Aspects réglementaires de l'assurance paramétrique

La définition admise de l’assurance admise par la Cour de justice européenne est suffisamment  large pour inclure l’assurance paramétrique : “l’opération d’assurance se caractérise par le fait que l’assureur se charge,  moyennant le paiement d’une prime, de procurer à l’assuré, en cas de réalisation du risque couvert, la prestation convenue lors de la conclusion du contrat “. (CJUE, 8 oct 2020 n°C-235/19 §30) : selon Gilbert Parleani (op.cit.) dans l’assurance paramétrique, il y a bien un contrat, le versement d’une prime, un risque assuré, et in fine le versement d’une prestation convenue.

En vertu de ce constat, il n’y pas  d’obstacle à l’obtention d’un agrément pour l’assurance paramétrique ni à l’effectivité de la supervision prudentielle d’un tel assureur ou de son contrôle  au regard des règles destinées à assurer la protection de la clientèle par l’ACPR (en France).

Un des obstacles juridiques à l’assurance paramétrique est le principe indemnitaire.

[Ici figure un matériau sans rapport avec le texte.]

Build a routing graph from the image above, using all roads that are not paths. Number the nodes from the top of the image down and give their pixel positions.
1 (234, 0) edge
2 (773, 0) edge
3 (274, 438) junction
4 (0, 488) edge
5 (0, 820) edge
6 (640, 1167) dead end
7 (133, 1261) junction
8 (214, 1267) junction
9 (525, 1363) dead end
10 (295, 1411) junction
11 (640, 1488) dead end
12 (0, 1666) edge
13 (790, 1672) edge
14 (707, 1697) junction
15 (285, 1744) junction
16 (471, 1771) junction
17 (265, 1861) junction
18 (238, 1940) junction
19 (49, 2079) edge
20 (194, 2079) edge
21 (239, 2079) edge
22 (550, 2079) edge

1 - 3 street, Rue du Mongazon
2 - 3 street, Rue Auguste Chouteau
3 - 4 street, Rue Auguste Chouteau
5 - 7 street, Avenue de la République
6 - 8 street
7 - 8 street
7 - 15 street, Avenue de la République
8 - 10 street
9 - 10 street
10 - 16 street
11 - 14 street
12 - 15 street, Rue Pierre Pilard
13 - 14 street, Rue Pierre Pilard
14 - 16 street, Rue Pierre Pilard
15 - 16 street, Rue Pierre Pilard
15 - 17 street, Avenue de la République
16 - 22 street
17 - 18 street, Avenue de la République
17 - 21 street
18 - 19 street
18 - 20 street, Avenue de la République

L’article L121-1 du Code des Assurances exige que le principe indemnitaire soit respecté dans les assurances relatives aux biens. En revanche cette obligation ne s’impose pas pour d’autres assurances telles que les assurances de responsabilité ou de personnes.

Pour autant, la question du respect du principe indemnitaire est importante car l’assurance paramétrique cible principalement des assurances de choses, notamment dans le secteur agricole. Mais comme le relève Gilbert Parleani (RGDA, Décembre 2022), les contrats d’assurance paramétrique contiennent habituellement des stipulations selon lesquelles l’indemnisation versée immédiatement n’est que simplement présumée correspondre aux pertes subies par l’assuré, ou en tout cas ne les excède pas. Ces clauses sont très proches des clauses en valeur déclarée ou de valeur agréée, qui sont tout à fait admises.

 

 

Conclusion

En résumé, la question principale que soulève l’assurance paramétrique est celle de l’adéquation entre le dommage et le montant de la prestation,sachant que, par principe, dans cette technique d’assurance les deux événements sont très peu décalés. Ainsi dans certaines situations, l’assurance paramétrique apparaît comme une assurance forfaitaire, car la prestation est établie sans expertise locale et précise ; comme l’observait déjà la Commission Européenne (op.cit.) “le  montant versé à l’assuré peut ne pas correspondre au préjudice subi, sans que les décideurs ne soient toujours à même de l’apprécier”.

Or, G. Parleani (op.cit.) le fait remarquer : si l’assurance paramétrique aboutit au moment de l’indemnisation à un excès d’assurance, il y aura sur-assurance et donc risque de réduction, mais à quel  niveau ?  S’il fallait revenir pour en décider à une expertise, compte tenu des longues difficiles et coûteuses vérification auxquelles se livre un expert,  ce serait la négation de l’assurance paramétrique.

Néanmoins, selon lui, une méfiance exagérée à l’égard de l’assurance paramétrique en vertu du principe indemnitaire n’a pas lieu d’être :

  • La jurisprudence sauve de nombreuses clauses qui ressemblent à des forfaits en les interprétant comme des clauses plafond. Tel est le cas pour les clauses de valeur agréée ou de valeur à neuf.
  • De surcroît, l’assureur peut toujours transiger ou renoncer à ses droits sans que cela ne soit considéré comme une négation du principe indemnitaire d’ordre public, pourvu que cette renonciation soit postérieure au sinistre.
  • Enfin, une solution peut résider dans l’organisation de la déclaration de sinistre par l’assuré en plusieurs étapes successives, ce que prévoient déjà certains contrats (récoltes), permettant à l’assureur d’apprécier à l’avance la probabilité du risque et de comparer aux déclarations finales de l’assuré afin de détecter une éventuelle fraude.

Les solutions réglementaires existent donc. L’assurance paramétrique pourrait être une réponse pour gérer efficacement des sinistres nombreux pour lesquels la rapidité d’indemnisation est un atout majeur. C’est la raison pour laquelle cette technique fait des adeptes dans les pays en développement où les micro-sinistres sont majoritaires.